>>
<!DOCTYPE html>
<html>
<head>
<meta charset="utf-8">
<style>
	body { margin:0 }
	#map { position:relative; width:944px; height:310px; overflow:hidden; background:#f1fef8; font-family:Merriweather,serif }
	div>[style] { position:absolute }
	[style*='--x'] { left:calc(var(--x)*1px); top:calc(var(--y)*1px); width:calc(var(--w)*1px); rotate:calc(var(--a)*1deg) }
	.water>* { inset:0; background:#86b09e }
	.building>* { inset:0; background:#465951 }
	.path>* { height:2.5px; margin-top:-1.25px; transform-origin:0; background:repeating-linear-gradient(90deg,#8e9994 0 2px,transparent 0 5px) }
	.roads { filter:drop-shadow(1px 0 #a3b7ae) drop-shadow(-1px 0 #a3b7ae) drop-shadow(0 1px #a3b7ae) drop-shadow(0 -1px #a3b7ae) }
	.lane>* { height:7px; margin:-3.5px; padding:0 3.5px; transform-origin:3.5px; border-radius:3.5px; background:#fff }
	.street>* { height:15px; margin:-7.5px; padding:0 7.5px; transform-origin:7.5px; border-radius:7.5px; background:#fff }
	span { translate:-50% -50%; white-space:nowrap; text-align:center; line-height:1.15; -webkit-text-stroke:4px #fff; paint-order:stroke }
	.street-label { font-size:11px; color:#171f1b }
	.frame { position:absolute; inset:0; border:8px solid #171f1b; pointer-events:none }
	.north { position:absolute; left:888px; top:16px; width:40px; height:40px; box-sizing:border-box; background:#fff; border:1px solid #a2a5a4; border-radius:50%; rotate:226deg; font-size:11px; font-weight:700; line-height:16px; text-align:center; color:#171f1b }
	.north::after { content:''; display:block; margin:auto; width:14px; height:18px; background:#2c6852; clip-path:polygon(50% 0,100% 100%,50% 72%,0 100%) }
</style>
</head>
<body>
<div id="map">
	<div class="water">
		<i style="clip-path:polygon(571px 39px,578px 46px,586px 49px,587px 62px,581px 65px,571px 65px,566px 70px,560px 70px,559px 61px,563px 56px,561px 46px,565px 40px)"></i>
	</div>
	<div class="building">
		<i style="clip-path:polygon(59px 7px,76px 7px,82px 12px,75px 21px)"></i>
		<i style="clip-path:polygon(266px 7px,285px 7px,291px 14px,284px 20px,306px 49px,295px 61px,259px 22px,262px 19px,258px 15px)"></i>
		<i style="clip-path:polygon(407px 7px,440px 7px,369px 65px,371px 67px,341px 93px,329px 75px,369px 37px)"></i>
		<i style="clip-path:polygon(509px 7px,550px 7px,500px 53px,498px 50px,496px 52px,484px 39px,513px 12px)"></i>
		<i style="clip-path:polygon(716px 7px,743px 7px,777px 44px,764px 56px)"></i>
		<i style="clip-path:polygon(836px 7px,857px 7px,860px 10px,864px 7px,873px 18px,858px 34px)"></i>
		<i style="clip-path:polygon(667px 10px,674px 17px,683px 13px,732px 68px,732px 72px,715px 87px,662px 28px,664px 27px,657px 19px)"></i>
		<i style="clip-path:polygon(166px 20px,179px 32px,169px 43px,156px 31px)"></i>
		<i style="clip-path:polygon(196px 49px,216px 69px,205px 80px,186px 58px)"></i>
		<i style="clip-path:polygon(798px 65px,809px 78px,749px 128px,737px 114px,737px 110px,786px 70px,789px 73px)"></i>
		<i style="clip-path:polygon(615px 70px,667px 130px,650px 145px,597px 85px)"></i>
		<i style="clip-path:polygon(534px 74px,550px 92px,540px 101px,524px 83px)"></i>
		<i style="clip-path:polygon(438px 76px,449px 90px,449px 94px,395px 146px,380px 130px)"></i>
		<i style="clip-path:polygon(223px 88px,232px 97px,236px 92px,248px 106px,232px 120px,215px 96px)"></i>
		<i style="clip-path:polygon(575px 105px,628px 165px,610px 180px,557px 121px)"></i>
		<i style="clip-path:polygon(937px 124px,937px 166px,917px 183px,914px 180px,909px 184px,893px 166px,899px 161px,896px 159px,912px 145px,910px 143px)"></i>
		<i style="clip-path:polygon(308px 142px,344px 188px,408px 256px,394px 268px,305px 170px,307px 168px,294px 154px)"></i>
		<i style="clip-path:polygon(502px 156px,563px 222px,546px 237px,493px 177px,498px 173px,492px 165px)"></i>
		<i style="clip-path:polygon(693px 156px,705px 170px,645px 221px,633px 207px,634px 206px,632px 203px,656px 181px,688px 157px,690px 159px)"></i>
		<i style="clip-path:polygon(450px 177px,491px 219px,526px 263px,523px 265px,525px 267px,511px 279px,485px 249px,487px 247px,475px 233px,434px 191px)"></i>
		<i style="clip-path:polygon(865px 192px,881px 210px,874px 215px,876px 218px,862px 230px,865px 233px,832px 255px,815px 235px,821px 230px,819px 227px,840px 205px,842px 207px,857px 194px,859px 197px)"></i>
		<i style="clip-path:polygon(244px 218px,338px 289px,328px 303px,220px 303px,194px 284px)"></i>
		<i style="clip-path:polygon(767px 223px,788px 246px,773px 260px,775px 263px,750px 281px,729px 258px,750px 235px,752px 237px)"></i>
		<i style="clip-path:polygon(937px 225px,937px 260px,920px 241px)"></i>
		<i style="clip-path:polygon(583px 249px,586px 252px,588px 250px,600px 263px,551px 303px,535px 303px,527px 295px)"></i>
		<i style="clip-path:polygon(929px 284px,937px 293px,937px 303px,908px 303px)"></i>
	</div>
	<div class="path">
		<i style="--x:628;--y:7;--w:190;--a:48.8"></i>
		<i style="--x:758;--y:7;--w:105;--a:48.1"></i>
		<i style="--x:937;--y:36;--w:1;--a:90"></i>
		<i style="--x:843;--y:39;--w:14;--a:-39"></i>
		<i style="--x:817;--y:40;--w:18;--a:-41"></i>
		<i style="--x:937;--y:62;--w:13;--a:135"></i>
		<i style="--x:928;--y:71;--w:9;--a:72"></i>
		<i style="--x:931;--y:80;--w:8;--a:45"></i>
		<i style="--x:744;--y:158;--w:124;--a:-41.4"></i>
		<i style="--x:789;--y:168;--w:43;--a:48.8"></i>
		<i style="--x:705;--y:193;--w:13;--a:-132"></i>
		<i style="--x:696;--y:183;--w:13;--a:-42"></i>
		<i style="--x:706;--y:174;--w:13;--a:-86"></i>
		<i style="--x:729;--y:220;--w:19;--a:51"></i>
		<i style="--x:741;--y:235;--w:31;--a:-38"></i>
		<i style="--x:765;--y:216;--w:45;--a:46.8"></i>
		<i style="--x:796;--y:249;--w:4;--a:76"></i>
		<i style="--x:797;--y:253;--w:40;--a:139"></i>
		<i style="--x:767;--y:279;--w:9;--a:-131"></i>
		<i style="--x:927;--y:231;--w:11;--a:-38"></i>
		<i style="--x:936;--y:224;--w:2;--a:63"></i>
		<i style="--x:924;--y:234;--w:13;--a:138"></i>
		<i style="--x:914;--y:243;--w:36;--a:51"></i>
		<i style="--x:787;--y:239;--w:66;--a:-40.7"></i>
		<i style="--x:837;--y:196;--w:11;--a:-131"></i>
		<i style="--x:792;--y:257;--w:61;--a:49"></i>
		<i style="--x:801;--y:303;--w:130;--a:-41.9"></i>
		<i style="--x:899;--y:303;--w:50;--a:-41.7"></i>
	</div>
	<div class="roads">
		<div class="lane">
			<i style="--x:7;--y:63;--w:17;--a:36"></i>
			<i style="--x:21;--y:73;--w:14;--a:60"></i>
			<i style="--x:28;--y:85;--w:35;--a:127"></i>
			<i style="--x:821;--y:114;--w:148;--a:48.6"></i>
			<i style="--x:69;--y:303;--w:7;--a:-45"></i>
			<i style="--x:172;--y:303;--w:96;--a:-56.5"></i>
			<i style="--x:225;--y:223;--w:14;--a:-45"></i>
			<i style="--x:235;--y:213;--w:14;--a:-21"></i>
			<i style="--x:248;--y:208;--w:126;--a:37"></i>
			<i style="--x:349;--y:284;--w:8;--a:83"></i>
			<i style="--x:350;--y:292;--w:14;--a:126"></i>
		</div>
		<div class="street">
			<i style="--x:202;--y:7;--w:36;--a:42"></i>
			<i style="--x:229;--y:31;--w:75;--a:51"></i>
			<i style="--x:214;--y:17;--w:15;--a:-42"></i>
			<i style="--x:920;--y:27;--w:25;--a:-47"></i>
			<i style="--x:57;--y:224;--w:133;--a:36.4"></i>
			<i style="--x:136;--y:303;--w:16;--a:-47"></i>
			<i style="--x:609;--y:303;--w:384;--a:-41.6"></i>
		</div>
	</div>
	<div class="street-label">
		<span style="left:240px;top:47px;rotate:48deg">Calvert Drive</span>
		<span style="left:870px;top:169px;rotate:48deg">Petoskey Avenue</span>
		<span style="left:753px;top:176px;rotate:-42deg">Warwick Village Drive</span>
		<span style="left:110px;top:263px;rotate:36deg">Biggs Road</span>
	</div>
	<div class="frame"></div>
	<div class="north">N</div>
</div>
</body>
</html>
<<
» PROBLEM
Where the listing above has a line with "76px,449px 90px,449px 94px,395px", start there, and output every line exactly through the line with "124px,937px 166px,917px 183px,914px", which is also included.

» RESULT OF THIS TASK
		<i style="clip-path:polygon(438px 76px,449px 90px,449px 94px,395px 146px,380px 130px)"></i>
		<i style="clip-path:polygon(223px 88px,232px 97px,236px 92px,248px 106px,232px 120px,215px 96px)"></i>
		<i style="clip-path:polygon(575px 105px,628px 165px,610px 180px,557px 121px)"></i>
		<i style="clip-path:polygon(937px 124px,937px 166px,917px 183px,914px 180px,909px 184px,893px 166px,899px 161px,896px 159px,912px 145px,910px 143px)"></i>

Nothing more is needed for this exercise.